-------- RECORDS TO USE --------

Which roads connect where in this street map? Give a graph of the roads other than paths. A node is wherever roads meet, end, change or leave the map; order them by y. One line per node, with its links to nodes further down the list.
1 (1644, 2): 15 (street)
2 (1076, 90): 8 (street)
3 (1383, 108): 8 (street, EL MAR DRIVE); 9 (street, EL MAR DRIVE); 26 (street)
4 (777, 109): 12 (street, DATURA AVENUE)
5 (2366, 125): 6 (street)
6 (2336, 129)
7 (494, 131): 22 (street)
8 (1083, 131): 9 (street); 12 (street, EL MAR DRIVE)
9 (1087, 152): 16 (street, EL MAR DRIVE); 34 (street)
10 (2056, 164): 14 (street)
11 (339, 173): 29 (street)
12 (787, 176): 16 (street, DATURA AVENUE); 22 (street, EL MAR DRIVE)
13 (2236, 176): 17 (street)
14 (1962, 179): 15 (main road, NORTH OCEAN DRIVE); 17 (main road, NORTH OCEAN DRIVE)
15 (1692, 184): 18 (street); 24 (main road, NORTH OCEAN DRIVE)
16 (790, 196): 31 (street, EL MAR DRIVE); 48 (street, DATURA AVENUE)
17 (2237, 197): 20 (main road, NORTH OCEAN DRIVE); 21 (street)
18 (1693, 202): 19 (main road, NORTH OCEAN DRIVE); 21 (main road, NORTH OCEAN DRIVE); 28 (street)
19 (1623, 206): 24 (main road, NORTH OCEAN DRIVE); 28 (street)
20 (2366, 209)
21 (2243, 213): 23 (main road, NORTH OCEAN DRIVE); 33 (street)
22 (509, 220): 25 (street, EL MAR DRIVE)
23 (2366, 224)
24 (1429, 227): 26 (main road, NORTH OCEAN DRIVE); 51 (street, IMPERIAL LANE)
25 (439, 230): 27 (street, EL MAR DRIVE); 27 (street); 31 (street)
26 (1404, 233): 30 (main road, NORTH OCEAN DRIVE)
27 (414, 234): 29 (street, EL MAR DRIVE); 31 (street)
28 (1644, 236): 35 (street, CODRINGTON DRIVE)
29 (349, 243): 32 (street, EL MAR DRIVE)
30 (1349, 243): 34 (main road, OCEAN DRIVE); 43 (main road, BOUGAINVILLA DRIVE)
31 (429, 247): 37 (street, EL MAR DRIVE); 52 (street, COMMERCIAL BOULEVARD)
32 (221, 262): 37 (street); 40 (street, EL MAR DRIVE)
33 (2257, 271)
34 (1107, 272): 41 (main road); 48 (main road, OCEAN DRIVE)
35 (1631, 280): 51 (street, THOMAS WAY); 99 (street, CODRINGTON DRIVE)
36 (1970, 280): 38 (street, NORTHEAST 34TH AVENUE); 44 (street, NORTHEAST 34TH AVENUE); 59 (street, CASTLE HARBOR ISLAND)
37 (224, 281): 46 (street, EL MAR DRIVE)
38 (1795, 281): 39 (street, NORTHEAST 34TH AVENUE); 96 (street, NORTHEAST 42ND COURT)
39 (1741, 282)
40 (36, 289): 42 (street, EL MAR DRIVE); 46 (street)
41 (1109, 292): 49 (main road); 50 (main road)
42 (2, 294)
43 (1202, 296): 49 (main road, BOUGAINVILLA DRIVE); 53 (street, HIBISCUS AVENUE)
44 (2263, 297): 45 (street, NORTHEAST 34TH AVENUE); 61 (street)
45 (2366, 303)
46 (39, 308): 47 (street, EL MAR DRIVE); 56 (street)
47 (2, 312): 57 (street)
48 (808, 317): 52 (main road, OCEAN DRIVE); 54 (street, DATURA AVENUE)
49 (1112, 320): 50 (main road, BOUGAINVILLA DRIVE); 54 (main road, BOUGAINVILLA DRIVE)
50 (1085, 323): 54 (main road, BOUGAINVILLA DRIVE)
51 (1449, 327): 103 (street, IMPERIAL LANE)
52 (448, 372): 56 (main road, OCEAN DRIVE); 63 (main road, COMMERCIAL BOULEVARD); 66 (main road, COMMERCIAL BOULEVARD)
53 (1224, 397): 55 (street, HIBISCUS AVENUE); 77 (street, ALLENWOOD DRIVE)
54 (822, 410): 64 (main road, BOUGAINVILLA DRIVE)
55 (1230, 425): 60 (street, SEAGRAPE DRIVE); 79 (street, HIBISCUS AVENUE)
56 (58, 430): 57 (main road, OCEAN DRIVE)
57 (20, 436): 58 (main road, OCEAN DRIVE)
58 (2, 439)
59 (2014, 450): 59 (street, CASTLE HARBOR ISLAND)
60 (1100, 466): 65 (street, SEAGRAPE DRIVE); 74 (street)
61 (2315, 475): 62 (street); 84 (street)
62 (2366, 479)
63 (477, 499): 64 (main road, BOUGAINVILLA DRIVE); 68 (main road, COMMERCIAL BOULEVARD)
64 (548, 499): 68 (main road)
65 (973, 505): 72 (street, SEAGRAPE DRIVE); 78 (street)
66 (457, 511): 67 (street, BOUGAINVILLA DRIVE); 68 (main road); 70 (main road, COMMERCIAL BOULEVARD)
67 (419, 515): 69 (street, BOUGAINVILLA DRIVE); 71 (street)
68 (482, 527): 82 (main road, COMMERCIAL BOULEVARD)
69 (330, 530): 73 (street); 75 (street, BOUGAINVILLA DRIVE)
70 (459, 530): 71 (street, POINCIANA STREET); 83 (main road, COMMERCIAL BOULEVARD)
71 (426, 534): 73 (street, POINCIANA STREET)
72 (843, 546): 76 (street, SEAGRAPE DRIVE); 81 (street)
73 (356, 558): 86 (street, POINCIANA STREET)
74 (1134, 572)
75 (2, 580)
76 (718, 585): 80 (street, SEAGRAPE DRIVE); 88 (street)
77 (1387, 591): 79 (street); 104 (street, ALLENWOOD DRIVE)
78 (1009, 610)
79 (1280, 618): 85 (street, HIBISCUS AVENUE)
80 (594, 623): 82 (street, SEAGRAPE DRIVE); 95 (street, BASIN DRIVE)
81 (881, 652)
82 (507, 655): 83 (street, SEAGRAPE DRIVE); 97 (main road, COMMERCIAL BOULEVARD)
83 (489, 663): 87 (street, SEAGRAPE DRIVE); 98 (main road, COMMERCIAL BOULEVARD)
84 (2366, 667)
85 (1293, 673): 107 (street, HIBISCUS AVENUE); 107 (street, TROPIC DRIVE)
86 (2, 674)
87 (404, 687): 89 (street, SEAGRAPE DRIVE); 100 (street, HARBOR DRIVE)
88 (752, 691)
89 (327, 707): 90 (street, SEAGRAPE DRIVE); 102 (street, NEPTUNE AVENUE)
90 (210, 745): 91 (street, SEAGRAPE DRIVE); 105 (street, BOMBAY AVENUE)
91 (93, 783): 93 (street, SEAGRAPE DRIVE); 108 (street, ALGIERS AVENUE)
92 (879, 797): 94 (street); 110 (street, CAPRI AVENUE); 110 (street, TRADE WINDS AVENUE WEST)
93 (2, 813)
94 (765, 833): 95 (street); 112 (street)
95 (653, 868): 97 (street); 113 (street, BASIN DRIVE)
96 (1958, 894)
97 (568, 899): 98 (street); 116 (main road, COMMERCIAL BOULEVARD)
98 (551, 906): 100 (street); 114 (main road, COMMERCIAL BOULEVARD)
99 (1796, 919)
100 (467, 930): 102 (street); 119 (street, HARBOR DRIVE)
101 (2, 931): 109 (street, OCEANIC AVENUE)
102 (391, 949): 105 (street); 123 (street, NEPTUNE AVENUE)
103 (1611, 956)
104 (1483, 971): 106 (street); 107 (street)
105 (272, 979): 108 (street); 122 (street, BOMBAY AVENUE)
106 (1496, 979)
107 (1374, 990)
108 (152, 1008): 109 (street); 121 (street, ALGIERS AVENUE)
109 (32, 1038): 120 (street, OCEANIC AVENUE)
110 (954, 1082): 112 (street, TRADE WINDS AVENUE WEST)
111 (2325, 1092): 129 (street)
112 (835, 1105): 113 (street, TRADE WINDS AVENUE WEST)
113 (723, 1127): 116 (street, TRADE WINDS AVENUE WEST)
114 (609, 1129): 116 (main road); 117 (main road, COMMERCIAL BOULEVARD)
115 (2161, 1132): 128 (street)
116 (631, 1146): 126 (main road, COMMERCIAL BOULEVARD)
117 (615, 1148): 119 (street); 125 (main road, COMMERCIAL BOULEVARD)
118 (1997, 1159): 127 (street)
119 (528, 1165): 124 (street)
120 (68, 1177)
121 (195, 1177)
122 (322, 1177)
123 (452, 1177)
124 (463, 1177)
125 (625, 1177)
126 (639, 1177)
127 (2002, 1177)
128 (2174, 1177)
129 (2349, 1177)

--------

- [WHAT TO PRODUCE]: Look for the string "TRADE" in the entries above. Copy every line that has it.

- [WRITTEN REPLY]:
92 (879, 797): 94 (street); 110 (street, CAPRI AVENUE); 110 (street, TRADE WINDS AVENUE WEST)
110 (954, 1082): 112 (street, TRADE WINDS AVENUE WEST)
112 (835, 1105): 113 (street, TRADE WINDS AVENUE WEST)
113 (723, 1127): 116 (street, TRADE WINDS AVENUE WEST)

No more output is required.